Mr. Michael Bergin Michael Bunyan

W20044656

Substance Misuse, Addictions and Nursing Interventions

“Alcohol is frequently associated with many aspects of Irish social and cultural life and its use has become deeply woven into our national identity. For many, alcohol is also seen as a gateway to illicit drug use, particularly for young people, while poly-drug use- which very often includes alcohol- is now the norm among illicit drug users” (National Drugs Strategy, Department of Community, Rural and Gaeltacht Affairs, 2009, p.14).

Date of Submission: 24th April 2013

Estimated word count: 2750

Contents

Introduction 3

Benzodiazepines 4

Facts and Figures 5

Theories of Addiction 6

Biological – Disease Model of Addiction 6

Psychological – The Gateway Theory 7

Sociological – Skog’s Choice Theory 8

Nursing Implication & Challenges 9

Conclusion 11

References 12

Introduction

The enjoyable and sometimes socially inclusive nature of substance misuse will always be a part of the human condition and evidence of this can be seen throughout the world’s history, misuse of substances may not lead to problems, however, for some it can have life-changing consequences (Maremmani 2008, Smith 2013). The issue of substance misuse has been identified as a major sociological issue in modern Ireland (Department of Justice, Equality and Law Reform 2005). According to Kelleher (2007) one in four people who attend Irish emergency departments have substance misuse related injury or illness and a further one in eight would fulfil the criteria for clinical intoxication. With the increasing trends of substance misuse it is widely accepted that this misuse is exacerbating problems at an individual, familial and societal level (Kelleher & Cotter 2008).

In this paper there will be a focus on the category of drugs classified as sedatives and tranquillisers. More specifically on the group of drugs called Benzodiazepines (BZDs).

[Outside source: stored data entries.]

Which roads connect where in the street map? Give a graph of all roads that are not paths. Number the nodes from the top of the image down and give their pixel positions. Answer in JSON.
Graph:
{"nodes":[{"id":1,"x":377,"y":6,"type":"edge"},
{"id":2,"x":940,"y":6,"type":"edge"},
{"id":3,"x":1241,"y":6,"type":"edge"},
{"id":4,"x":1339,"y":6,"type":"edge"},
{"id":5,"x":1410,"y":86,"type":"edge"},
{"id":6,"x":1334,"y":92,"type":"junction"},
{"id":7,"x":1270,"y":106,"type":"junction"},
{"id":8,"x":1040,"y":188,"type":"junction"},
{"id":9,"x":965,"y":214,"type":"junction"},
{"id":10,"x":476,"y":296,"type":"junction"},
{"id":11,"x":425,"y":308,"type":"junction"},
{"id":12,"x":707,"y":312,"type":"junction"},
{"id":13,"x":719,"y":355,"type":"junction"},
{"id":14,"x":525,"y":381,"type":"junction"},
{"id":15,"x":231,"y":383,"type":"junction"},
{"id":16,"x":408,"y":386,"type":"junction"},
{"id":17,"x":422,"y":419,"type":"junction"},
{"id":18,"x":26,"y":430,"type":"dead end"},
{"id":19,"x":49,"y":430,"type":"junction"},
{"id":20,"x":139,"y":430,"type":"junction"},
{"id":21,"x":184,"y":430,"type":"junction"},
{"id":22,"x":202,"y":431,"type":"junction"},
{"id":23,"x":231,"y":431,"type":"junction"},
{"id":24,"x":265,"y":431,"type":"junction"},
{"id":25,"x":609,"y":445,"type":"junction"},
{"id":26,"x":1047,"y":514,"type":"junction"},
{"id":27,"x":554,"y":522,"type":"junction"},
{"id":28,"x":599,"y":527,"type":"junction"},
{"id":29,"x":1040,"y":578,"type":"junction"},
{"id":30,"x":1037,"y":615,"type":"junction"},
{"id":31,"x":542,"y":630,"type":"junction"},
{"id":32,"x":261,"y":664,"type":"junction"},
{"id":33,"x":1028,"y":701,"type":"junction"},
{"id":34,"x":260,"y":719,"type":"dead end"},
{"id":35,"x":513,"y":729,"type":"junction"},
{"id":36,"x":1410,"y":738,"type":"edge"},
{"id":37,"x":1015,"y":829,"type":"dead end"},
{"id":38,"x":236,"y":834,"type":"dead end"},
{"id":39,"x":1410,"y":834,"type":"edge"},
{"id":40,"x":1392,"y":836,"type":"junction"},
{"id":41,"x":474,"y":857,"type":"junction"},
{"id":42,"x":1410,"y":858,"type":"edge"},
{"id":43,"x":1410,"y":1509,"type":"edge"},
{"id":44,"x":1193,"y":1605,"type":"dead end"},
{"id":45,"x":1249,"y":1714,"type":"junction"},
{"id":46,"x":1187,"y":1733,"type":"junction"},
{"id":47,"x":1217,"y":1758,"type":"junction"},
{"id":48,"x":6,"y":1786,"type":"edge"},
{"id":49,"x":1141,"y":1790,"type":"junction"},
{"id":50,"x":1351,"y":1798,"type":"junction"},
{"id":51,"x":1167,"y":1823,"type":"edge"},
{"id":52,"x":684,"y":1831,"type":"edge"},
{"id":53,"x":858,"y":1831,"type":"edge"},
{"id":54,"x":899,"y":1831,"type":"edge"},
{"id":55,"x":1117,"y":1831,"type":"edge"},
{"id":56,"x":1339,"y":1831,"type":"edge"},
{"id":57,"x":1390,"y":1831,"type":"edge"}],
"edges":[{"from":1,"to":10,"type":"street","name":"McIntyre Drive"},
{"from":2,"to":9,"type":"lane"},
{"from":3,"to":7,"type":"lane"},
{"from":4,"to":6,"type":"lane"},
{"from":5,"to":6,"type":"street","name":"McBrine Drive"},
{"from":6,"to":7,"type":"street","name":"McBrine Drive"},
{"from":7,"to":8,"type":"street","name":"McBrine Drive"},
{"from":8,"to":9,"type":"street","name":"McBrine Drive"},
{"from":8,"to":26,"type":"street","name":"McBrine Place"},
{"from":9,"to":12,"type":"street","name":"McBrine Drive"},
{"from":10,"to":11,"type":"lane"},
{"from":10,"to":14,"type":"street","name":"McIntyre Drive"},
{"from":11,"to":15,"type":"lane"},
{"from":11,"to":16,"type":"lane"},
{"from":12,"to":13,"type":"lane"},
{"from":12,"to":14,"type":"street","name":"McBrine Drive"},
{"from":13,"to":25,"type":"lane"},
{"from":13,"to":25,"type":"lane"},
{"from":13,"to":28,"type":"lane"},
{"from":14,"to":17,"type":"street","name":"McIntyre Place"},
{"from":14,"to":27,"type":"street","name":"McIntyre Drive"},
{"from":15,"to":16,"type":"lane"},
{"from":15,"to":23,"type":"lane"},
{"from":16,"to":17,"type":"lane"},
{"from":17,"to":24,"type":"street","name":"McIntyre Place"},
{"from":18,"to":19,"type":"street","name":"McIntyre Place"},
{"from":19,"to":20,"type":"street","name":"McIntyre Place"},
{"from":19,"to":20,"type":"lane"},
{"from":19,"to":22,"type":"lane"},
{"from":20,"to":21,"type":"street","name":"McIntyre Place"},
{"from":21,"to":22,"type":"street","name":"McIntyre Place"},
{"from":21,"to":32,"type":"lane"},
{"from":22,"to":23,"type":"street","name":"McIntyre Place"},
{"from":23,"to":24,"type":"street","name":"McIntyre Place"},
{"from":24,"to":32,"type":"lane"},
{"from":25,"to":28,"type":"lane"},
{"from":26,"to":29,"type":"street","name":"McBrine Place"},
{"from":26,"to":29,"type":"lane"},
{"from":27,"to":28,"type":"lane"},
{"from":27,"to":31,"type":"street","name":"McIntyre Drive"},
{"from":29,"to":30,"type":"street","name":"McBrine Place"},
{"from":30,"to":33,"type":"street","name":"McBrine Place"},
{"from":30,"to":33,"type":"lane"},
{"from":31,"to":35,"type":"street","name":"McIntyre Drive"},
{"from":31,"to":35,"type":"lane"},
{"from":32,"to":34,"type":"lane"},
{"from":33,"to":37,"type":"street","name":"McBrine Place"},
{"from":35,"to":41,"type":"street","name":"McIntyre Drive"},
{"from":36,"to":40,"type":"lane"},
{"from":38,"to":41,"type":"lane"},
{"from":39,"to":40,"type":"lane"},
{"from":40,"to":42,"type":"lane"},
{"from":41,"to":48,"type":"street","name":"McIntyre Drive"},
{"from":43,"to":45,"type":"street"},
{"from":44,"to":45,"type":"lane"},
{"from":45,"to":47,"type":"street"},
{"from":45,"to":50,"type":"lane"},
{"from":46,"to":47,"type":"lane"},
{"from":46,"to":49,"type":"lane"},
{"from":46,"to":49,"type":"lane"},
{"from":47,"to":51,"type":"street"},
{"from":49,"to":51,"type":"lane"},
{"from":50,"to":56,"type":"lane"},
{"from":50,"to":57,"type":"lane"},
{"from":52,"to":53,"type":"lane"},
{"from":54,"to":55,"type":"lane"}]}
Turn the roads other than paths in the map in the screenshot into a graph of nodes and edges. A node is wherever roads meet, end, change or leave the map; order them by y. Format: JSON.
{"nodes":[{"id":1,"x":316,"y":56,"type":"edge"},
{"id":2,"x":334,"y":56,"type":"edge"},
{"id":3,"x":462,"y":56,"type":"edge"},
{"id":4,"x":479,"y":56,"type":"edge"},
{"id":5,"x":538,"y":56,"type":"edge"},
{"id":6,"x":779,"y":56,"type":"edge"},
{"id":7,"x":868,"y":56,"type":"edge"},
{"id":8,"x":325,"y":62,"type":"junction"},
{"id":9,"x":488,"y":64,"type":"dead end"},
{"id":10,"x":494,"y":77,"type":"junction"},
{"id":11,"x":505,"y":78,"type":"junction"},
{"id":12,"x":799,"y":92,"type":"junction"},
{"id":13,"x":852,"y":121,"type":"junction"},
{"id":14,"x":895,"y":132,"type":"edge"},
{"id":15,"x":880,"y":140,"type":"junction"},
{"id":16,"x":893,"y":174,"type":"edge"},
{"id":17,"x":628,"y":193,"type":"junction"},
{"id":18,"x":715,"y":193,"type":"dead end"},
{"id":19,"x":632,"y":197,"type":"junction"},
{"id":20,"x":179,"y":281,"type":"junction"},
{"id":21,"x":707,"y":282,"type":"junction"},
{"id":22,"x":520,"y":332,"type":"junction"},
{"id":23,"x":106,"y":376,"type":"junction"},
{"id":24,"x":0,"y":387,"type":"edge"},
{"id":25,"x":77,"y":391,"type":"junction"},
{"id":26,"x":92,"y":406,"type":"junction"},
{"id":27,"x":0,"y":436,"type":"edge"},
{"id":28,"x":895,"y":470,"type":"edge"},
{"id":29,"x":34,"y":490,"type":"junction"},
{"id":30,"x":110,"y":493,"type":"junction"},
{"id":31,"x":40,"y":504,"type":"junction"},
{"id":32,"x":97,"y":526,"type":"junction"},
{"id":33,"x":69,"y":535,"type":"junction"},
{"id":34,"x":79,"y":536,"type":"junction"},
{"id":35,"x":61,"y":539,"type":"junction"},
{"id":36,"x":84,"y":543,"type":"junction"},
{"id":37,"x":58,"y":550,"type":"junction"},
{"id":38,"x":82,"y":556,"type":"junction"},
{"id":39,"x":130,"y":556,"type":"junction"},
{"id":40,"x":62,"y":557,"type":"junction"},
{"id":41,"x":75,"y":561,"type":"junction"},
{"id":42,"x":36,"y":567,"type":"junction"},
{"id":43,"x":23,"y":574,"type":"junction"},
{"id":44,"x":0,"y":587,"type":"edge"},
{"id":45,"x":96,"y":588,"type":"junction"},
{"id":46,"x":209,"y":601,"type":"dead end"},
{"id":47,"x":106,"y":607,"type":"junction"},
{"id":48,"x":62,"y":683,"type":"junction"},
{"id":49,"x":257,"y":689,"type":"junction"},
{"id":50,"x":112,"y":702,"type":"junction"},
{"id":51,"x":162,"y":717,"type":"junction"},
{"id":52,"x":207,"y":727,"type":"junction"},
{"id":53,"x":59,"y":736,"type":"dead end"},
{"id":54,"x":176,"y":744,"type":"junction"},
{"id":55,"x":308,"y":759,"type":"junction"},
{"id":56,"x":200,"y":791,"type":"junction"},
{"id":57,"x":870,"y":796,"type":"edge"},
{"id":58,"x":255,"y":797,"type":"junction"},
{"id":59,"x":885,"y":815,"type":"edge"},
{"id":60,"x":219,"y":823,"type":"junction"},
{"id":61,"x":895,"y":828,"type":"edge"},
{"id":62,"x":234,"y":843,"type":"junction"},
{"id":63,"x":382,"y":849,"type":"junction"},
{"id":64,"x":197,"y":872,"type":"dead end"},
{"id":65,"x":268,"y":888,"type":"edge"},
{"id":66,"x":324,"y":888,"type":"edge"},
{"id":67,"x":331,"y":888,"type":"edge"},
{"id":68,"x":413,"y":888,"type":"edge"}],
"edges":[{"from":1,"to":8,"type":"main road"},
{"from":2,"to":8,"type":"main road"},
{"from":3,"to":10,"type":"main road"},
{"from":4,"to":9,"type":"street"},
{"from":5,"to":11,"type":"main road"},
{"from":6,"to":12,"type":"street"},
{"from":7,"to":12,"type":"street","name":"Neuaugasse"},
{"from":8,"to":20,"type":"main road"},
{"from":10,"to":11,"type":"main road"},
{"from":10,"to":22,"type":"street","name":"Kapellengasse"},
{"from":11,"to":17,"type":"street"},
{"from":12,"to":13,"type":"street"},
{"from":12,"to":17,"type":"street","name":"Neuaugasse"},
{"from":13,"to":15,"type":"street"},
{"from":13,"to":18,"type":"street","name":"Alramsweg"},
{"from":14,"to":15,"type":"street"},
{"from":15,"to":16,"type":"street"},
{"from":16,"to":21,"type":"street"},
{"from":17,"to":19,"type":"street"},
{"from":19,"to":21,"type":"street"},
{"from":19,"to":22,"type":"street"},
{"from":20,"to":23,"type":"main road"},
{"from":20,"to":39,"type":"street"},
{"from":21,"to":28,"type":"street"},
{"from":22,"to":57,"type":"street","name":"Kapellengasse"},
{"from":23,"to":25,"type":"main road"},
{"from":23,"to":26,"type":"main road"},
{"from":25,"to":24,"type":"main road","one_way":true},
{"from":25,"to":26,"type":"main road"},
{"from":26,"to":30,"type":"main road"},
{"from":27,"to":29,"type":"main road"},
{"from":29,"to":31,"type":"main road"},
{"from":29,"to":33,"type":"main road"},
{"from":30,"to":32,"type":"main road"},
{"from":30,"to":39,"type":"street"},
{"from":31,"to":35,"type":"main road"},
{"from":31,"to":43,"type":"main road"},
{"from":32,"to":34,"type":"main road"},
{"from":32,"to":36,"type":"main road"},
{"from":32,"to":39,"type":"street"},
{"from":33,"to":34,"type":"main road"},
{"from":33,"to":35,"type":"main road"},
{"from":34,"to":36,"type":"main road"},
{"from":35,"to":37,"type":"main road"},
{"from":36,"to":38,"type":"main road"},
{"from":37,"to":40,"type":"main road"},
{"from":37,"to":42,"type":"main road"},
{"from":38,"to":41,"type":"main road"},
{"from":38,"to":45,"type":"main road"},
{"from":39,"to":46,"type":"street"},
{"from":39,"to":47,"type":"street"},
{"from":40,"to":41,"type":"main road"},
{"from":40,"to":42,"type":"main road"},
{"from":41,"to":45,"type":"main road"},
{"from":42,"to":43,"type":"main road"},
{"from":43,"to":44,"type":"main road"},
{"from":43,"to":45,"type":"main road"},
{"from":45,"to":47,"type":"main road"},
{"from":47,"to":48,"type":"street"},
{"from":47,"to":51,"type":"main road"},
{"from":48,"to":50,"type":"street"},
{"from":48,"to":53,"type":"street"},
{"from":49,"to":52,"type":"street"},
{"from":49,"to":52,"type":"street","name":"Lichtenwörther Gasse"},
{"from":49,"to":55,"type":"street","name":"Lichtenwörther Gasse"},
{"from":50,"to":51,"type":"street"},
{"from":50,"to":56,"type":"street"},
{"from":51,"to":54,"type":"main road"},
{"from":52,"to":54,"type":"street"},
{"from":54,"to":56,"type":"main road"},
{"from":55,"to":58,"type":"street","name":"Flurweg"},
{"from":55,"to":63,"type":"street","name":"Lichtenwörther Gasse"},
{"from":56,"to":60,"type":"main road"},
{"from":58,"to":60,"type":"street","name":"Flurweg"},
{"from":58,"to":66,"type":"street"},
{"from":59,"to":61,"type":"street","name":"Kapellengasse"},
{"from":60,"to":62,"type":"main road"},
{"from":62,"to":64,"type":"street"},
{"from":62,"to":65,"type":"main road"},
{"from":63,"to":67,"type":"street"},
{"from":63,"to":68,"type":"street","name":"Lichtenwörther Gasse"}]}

The rationale behind choosing BZDs is that after this author’s numerous clinical placements during the past three years in different mental health settings, the misuse and the dependence of BZDs is a common problem that spans those settings. In this paper there will be a description of BZDs which will include their indications, mode of action and the dangers associated with their use. Following this description there will be a section on statistics associated with BZDs, this section will present the prevalence of misuse both nationally and locally in a south-eastern context. There will also be figures presented from a European and global point of view. The subsequent section will discuss differing theories of addiction. The final section will discuss the impact for healthcare provision with specific reference to mental health nursing, this will include the potential and challenges that might be encountered by mental health professionals.

Benzodiazepines

Dr Leo Henryck Stermbach is the person who has been attributed with the discovery of BZDs in the early sixties, the discovery of the first benzodiazepine Librium has been accredited to him, and its improved counterpart diazepam. During the years 1969 and 1982, diazepam was the most widely used benzodiazepine in the United States with a total of 2.3 billion doses sold in 1978 (Dell’osso & Lader 2013). As reported by Baldwin et al (2011), the hypnotic and anxiolytic actions of BZDs meant that they became widely prescribed before the realisation that both tolerance and dependence could occur.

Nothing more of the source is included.